Directions
Search the material below for the string "JSON". Return every line that holds it.

[[ Records shown open ]]

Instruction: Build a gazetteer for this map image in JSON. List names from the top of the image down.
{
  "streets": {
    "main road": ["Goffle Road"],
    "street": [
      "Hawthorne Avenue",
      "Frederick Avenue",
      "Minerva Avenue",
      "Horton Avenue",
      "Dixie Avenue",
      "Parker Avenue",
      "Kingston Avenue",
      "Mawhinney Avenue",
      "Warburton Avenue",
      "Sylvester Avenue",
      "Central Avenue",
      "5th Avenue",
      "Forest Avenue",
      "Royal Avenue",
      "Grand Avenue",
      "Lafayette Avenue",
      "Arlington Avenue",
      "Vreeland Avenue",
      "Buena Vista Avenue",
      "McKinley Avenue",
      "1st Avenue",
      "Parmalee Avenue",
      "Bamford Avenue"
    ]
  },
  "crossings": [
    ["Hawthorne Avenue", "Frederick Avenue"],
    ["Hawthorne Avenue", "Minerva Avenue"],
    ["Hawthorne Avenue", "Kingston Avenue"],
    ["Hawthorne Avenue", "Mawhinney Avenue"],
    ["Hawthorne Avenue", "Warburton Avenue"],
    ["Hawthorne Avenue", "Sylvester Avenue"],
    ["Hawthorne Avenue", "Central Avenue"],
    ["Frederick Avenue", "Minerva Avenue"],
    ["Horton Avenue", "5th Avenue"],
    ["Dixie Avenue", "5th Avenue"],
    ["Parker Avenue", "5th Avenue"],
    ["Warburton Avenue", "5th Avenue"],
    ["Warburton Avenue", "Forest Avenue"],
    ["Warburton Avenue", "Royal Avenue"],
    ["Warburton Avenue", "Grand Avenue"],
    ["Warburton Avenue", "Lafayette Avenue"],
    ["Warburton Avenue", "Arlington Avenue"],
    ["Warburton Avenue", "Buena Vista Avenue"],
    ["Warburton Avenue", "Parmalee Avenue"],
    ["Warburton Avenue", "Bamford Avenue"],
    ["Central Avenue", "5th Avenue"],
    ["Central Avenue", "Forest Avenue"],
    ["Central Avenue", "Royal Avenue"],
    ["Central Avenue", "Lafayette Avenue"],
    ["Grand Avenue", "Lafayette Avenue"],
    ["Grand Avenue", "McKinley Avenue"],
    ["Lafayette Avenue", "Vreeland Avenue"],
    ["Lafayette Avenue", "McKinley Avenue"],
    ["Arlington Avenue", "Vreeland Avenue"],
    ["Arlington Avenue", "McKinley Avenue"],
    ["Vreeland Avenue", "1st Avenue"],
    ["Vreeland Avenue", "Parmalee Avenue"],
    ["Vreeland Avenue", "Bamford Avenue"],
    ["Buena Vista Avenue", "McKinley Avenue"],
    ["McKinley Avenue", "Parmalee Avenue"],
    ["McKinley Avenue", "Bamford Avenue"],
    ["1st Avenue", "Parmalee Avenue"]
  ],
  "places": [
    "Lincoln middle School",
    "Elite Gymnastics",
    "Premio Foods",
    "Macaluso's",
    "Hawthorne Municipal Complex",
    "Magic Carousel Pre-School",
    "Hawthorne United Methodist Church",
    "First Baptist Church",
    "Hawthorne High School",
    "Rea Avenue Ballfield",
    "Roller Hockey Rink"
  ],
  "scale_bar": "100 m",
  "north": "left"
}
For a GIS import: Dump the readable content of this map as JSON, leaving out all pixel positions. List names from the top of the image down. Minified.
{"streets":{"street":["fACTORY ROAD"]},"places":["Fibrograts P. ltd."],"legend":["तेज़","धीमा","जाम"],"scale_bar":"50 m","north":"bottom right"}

[[ Records shown closed ]]

Your solution
Instruction: Build a gazetteer for this map image in JSON. List names from the top of the image down.
For a GIS import: Dump the readable content of this map as JSON, leaving out all pixel positions. List names from the top of the image down. Minified.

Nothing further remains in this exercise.